--- SOURCE DATA ---

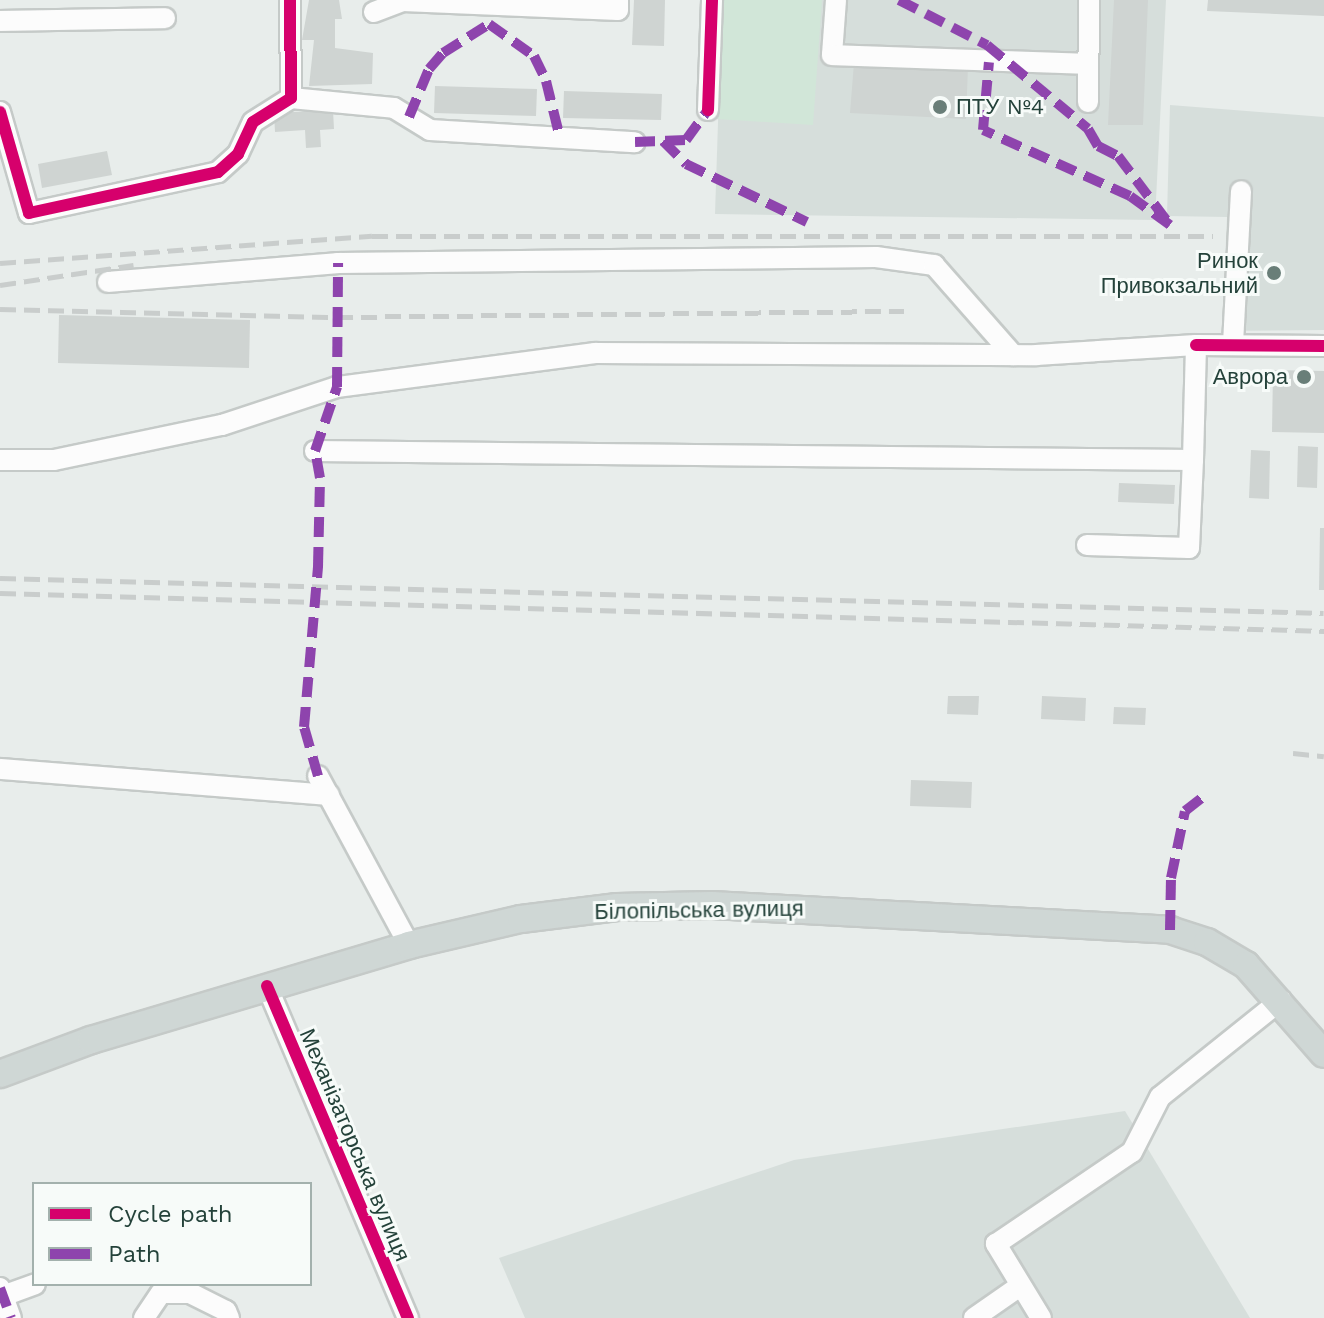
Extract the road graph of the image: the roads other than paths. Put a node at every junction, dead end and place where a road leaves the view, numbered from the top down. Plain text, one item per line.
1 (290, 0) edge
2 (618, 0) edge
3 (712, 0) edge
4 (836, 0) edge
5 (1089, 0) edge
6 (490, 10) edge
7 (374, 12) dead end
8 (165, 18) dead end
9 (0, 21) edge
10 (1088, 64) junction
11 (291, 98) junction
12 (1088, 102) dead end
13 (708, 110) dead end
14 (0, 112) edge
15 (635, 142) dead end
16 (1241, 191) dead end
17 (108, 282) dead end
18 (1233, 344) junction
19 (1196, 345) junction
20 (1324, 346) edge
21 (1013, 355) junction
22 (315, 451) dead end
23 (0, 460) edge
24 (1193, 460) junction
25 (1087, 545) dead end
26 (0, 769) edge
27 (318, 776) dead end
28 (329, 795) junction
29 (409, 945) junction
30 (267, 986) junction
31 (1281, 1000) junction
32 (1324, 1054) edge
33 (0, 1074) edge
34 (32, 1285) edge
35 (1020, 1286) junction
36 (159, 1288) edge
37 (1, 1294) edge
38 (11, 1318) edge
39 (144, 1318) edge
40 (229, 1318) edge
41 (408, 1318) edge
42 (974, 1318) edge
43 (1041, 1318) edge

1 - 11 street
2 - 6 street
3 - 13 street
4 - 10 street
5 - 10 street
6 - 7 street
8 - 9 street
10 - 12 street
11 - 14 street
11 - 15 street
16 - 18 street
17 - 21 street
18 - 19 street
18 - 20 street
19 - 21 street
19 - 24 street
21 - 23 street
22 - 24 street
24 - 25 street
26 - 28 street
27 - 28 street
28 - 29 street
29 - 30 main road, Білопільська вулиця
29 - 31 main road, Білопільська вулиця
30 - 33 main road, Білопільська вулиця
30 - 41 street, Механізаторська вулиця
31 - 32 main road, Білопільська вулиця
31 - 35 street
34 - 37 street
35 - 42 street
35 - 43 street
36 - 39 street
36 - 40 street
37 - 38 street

---
--- SOURCE DATA ---

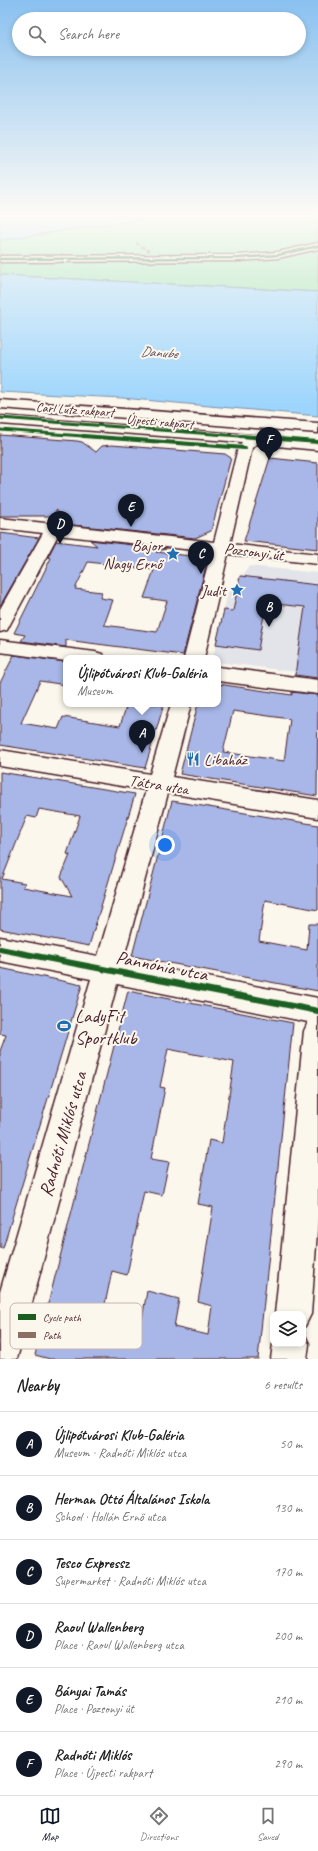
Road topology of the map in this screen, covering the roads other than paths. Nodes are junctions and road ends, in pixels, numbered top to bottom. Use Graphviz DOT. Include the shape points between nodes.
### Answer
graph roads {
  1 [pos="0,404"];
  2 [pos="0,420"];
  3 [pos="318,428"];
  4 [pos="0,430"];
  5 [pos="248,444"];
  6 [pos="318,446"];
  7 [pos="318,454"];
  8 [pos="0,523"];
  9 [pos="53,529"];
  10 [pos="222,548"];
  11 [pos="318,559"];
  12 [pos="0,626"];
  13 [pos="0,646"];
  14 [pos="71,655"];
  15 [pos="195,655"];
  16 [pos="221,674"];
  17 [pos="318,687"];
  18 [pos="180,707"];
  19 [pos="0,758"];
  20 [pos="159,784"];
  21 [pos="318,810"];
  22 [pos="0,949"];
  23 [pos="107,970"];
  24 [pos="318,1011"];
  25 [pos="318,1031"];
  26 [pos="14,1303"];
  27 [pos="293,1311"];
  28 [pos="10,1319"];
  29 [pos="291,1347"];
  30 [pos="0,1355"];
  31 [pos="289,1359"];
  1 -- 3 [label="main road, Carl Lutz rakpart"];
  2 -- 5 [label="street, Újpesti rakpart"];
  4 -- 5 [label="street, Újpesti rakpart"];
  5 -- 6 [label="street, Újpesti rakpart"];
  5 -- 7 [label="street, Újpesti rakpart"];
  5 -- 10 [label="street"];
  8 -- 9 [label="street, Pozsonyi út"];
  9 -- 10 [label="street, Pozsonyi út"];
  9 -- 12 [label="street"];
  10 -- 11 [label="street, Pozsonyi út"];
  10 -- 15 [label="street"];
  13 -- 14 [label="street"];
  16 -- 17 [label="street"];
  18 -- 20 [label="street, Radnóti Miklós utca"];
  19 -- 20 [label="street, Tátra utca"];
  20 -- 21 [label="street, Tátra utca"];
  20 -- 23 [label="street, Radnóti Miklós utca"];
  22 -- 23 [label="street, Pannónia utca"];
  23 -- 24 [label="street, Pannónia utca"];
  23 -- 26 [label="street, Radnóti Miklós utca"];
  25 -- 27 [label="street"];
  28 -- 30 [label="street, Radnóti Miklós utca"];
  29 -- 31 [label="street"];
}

---

> PROBLEM
Across the entries above, state how many lines include the string "roads", with no other text.

> ANSWER FOR THIS EXERCISE
3